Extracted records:
------------------------

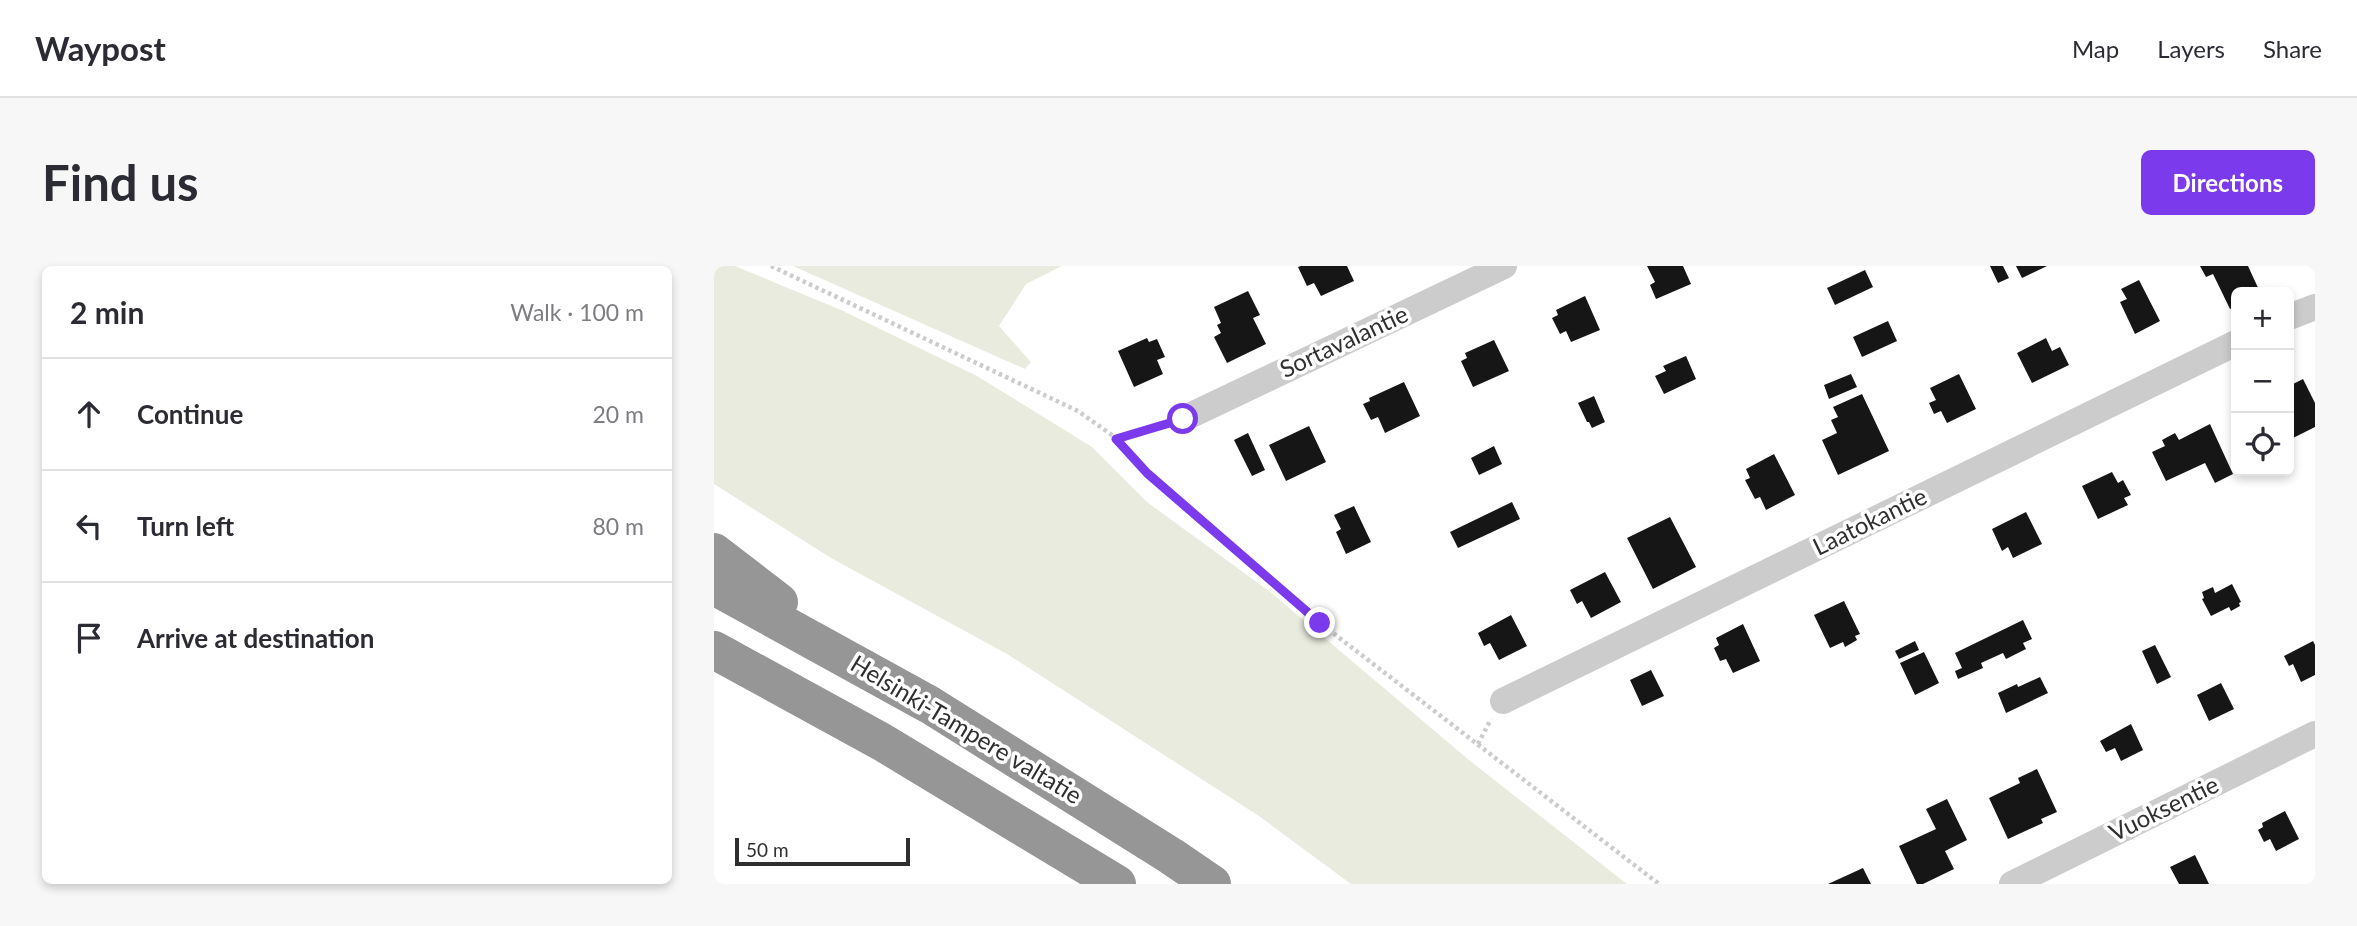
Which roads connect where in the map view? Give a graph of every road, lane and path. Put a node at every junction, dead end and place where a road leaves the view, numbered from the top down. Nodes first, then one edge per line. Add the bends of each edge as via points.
1 (771, 266) edge
2 (1504, 266) edge
3 (2315, 307) edge
4 (2294, 315) edge
5 (2231, 345) edge
6 (1183, 419) joint
7 (1116, 439) junction
8 (714, 552) edge
9 (714, 586) edge
10 (714, 650) edge
11 (854, 663) junction
12 (1503, 701) dead end
13 (2315, 734) edge
14 (1117, 884) edge
15 (1212, 884) edge
16 (1659, 884) edge
17 (2012, 884) edge

1 - 7 path via 1078,411
2 - 6 street, Sortavalantie
3 - 4 street
5 - 12 street, Laatokantie
6 - 7 path
7 - 16 path via 1147,473 1320,623
8 - 11 highway
9 - 11 highway, Helsinki-Tampere valtatie
10 - 14 highway via 882,742
11 - 15 highway, Helsinki-Tampere valtatie via 930,705
13 - 17 street, Vuoksentie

------------------------

**WORK TO BE COMPLETED**
What you return must be the entries above, exactly as they appear, without any pictures.

**EXERCISE SOLUTION**
Which roads connect where in the map view? Give a graph of every road, lane and path. Put a node at every junction, dead end and place where a road leaves the view, numbered from the top down. Nodes first, then one edge per line. Add the bends of each edge as via points.
1 (771, 266) edge
2 (1504, 266) edge
3 (2315, 307) edge
4 (2294, 315) edge
5 (2231, 345) edge
6 (1183, 419) joint
7 (1116, 439) junction
8 (714, 552) edge
9 (714, 586) edge
10 (714, 650) edge
11 (854, 663) junction
12 (1503, 701) dead end
13 (2315, 734) edge
14 (1117, 884) edge
15 (1212, 884) edge
16 (1659, 884) edge
17 (2012, 884) edge

1 - 7 path via 1078,411
2 - 6 street, Sortavalantie
3 - 4 street
5 - 12 street, Laatokantie
6 - 7 path
7 - 16 path via 1147,473 1320,623
8 - 11 highway
9 - 11 highway, Helsinki-Tampere valtatie
10 - 14 highway via 882,742
11 - 15 highway, Helsinki-Tampere valtatie via 930,705
13 - 17 street, Vuoksentie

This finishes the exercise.